AIM OF THE EXERCISE ->
Your answer should be every line of the records that contains the word "العوام", copied as it stands.

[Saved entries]

·····

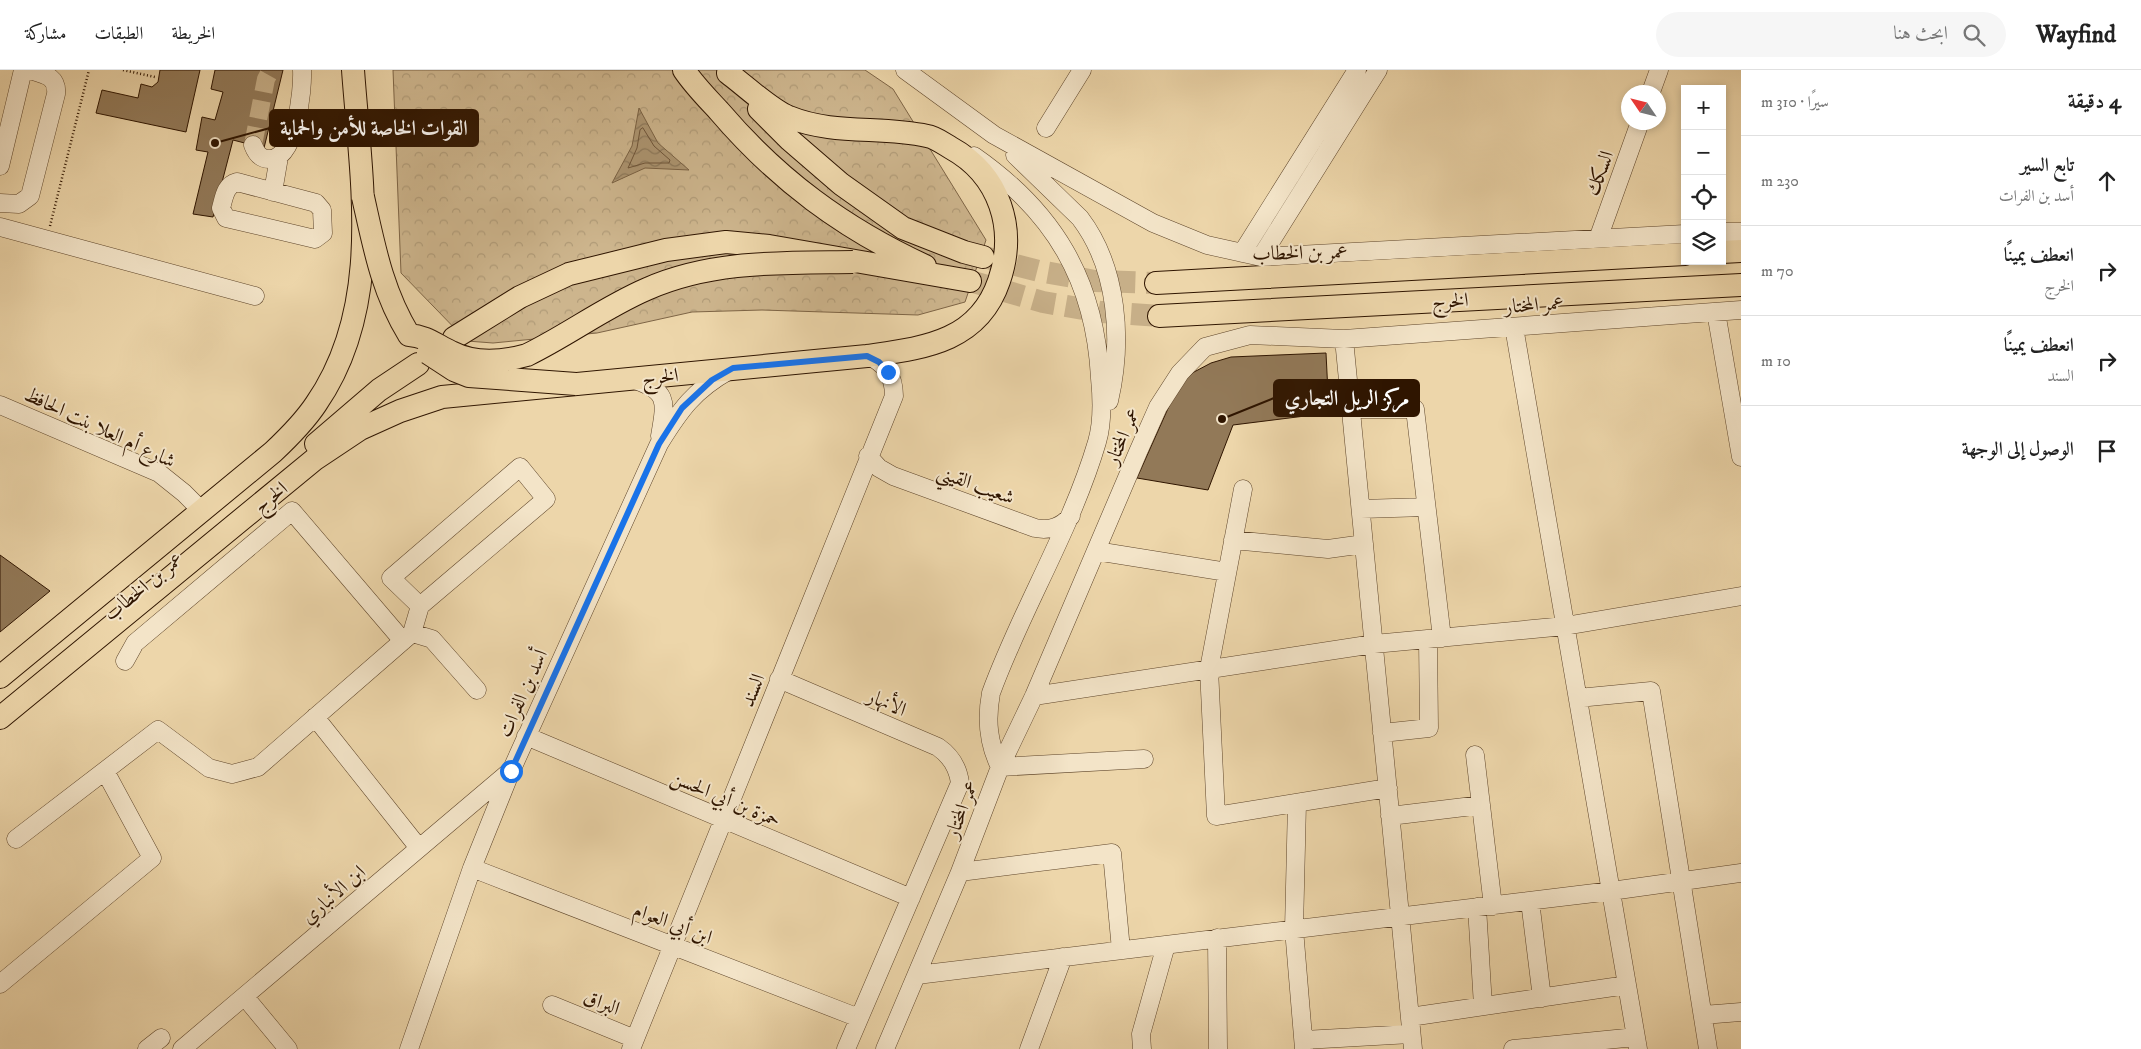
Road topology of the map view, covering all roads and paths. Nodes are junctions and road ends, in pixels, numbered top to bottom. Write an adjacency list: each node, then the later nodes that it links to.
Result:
1 (23, 70): 24 (street)
2 (30, 70): 27 (street)
3 (89, 70): 33 (path)
4 (122, 70): 15 (path)
5 (302, 70): 23 (street)
6 (353, 70): 17 (main road)
7 (366, 70): 17 (main road)
8 (905, 70): 20 (street, عمر بن الخطاب)
9 (1082, 70): 18 (street)
10 (1357, 70): 36 (street)
11 (1378, 70): 39 (street)
12 (1659, 70): 16 (street)
13 (684, 71): 40 (main road)
14 (727, 71): 21 (main road, الخرج); 38 (main road)
15 (155, 77)
16 (1654, 85)
17 (355, 100): 26 (main road)
18 (1046, 128)
19 (1637, 130): 32 (street, السكك)
20 (994, 135): 36 (street, عمر بن الخطاب); 58 (street)
21 (929, 136): 51 (main road, الخرج); 58 (street)
22 (253, 145): 23 (street)
23 (275, 158): 25 (street)
24 (0, 166)
25 (269, 190): 25 (street)
26 (362, 198): 48 (main road, bridge); 66 (main road)
27 (0, 202)
28 (0, 227): 33 (street)
29 (1726, 232): 30 (street)
30 (1741, 232)
31 (1681, 234): 32 (street, عمر بن الخطاب)
32 (1598, 239): 39 (street, عمر بن الخطاب)
33 (47, 240): 43 (street)
34 (1741, 251): 35 (main road)
35 (1726, 252)
36 (1242, 253): 39 (street, عمر بن الخطاب)
37 (1681, 254): 41 (main road, الخرج)
38 (983, 257)
39 (1261, 257)
40 (853, 262): 48 (main road, bridge); 49 (main road)
41 (1156, 283)
42 (1741, 285): 46 (main road, الخرج)
43 (255, 296)
44 (1741, 310): 45 (street, عمر المختار)
45 (1716, 312): 47 (street, عمر المختار); 61 (street)
46 (1159, 316)
47 (1514, 327): 50 (street, عمر المختار); 74 (street)
48 (409, 335): 55 (main road, bridge)
49 (454, 338)
50 (1344, 339): 57 (street); 70 (street, عمر المختار)
51 (867, 356): 53 (main road, الخرج); 60 (street, السند)
52 (418, 364): 62 (main road, الخرج)
53 (733, 368): 54 (main road, الخرج); 59 (street, أسد بن الفرات)
54 (630, 379): 55 (main road, الخرج); 59 (street, أسد بن الفرات)
55 (576, 384): 86 (main road, الخرج)
56 (0, 405): 66 (street, شارع أم العلا بنت الحافظ)
57 (1351, 410): 64 (street); 65 (street)
58 (1098, 440): 67 (street)
59 (659, 444): 88 (street, أسد بن الفرات)
60 (868, 456): 67 (street, شعيب القيني); 81 (street, السند)
61 (1741, 457)
62 (293, 463): 86 (main road, عمر بن الخطاب)
63 (1242, 489): 68 (street)
64 (1426, 507): 65 (street); 76 (street)
65 (1361, 509): 69 (street)
66 (202, 511): 80 (main road)
67 (1073, 513): 91 (street)
68 (1233, 540): 69 (street); 71 (street)
69 (1364, 544): 77 (street)
70 (1096, 551): 71 (street); 83 (street, عمر المختار)
71 (1227, 572): 79 (street)
72 (1741, 596): 74 (street)
73 (420, 606): 73 (street); 75 (street)
74 (1565, 626): 76 (street); 84 (street)
75 (407, 637): 78 (street); 82 (street); 85 (street)
76 (1434, 638): 77 (street); 87 (street)
77 (1374, 644): 79 (street); 87 (street)
78 (125, 661)
79 (1208, 669): 83 (street); 96 (street)
80 (0, 677)
81 (779, 679): 94 (street, الأنهار); 99 (street, السند)
82 (477, 690)
83 (1034, 696): 91 (street, عمر المختار)
84 (1578, 698): 105 (street); 106 (street)
85 (316, 717): 92 (street); 101 (street)
86 (0, 718)
87 (1382, 733): 95 (street)
88 (526, 736): 93 (street, أسد بن الفرات); 99 (street, حمزة بن أبي الحسن)
89 (1475, 755): 97 (street)
90 (1144, 759): 91 (street)
91 (1000, 767): 103 (street, عمر المختار)
92 (105, 770): 100 (street); 118 (street)
93 (511, 771): 101 (street, ابن الأنباري); 102 (street, أسد بن الفرات)
94 (960, 783): 107 (street, عمر المختار)
95 (1388, 788): 96 (street); 98 (street)
96 (1297, 803): 111 (street)
97 (1481, 805): 98 (street); 109 (street)
98 (1390, 816): 110 (street)
99 (723, 821): 107 (street, حمزة بن أبي الحسن); 114 (street, السند)
100 (16, 839)
101 (418, 848): 120 (street, ابن الأنباري)
102 (472, 868): 114 (street, ابن أبي العوام); 135 (street, أسد بن الفرات)
103 (960, 872): 115 (street); 117 (street, عمر المختار)
104 (1741, 873): 105 (street)
105 (1683, 881): 106 (street); 125 (street)
106 (1611, 891): 108 (street); 119 (street)
107 (911, 898): 126 (street, عمر المختار)
108 (1530, 901): 109 (street); 121 (street)
109 (1485, 906): 110 (street); 123 (street)
110 (1400, 916): 111 (street); 127 (street)
111 (1294, 929): 112 (street); 131 (street)
112 (1217, 938): 113 (street); 140 (street)
113 (1166, 945): 115 (street); 139 (street)
114 (673, 946): 126 (street, ابن أبي العوام); 130 (street, السند)
115 (1120, 950): 116 (street)
116 (1063, 957): 117 (street); 138 (street)
117 (916, 975): 137 (street, عمر المختار)
118 (0, 984)
119 (1627, 986): 121 (street); 129 (street)
120 (245, 997): 133 (street, ابن الأنباري); 134 (street)
121 (1542, 998): 123 (street)
122 (552, 1004): 130 (street, البراق)
123 (1483, 1006): 127 (street)
124 (1741, 1012): 125 (street)
125 (1703, 1015): 142 (street)
126 (859, 1018): 136 (street, عمر المختار)
127 (1411, 1033): 131 (street)
128 (161, 1038): 132 (street)
129 (1637, 1043): 141 (street)
130 (634, 1044)
131 (1304, 1045)
132 (147, 1049)
133 (182, 1049)
134 (288, 1049)
135 (408, 1049)
136 (846, 1049)
137 (885, 1049)
138 (1030, 1049)
139 (1142, 1049)
140 (1218, 1049)
141 (1513, 1049)
142 (1708, 1049)

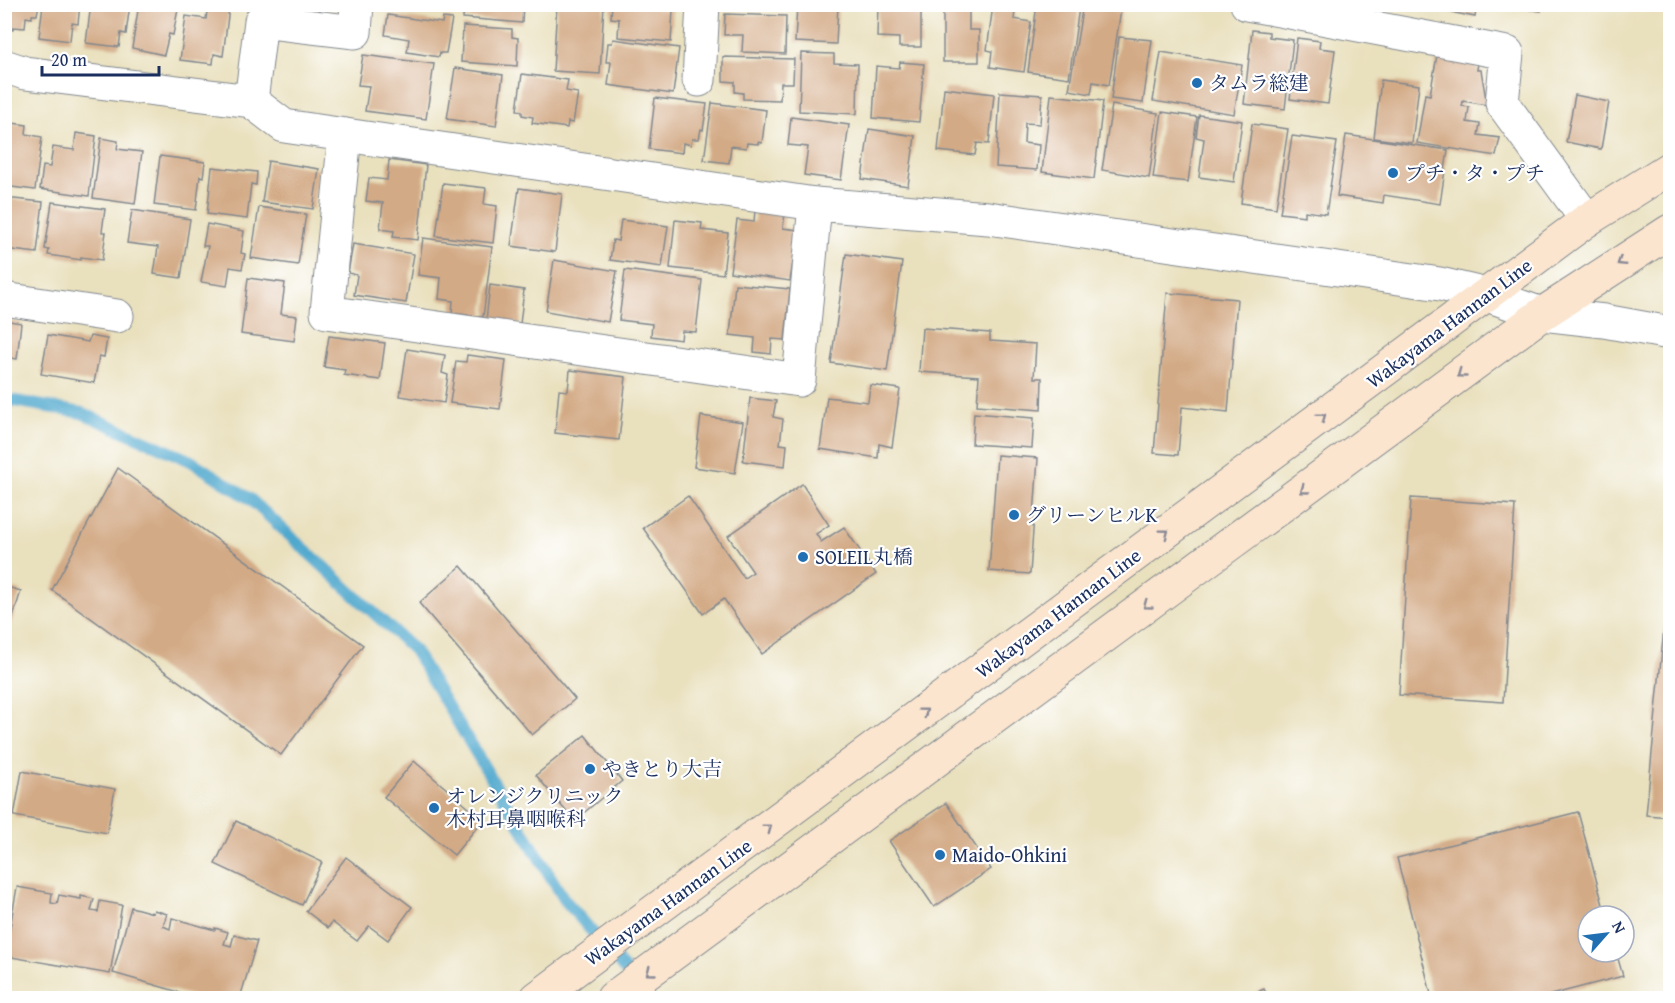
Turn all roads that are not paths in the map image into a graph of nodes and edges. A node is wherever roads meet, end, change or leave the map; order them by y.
1 (357, 4) edge
2 (703, 4) edge
3 (1247, 4) edge
4 (4, 66) edge
5 (699, 80) dead end
6 (251, 101) junction
7 (345, 135) junction
8 (1671, 168) edge
9 (815, 204) junction
10 (1587, 220) junction
11 (1671, 231) edge
12 (1487, 295) junction
13 (4, 299) edge
14 (1542, 314) junction
15 (117, 316) dead end
16 (1671, 333) edge
17 (1041, 625) junction
18 (1070, 662) junction
19 (549, 989) edge
20 (613, 999) edge

1 - 6 street
2 - 5 street
3 - 10 street
4 - 6 street
6 - 7 street
7 - 9 street
7 - 9 street
8 - 10 main road, Wakayama Hannan Line
9 - 12 street
10 - 12 main road, Wakayama Hannan Line
11 -> 14 main road
12 - 14 street
17 -> 12 main road, Wakayama Hannan Line
13 - 15 street
14 - 16 street
14 -> 18 main road
17 - 18 main road
19 -> 17 main road, Wakayama Hannan Line
18 -> 20 main road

·····

ANSWER SPACE ->
102 (472, 868): 114 (street, ابن أبي العوام); 135 (street, أسد بن الفرات)
114 (673, 946): 126 (street, ابن أبي العوام); 130 (street, السند)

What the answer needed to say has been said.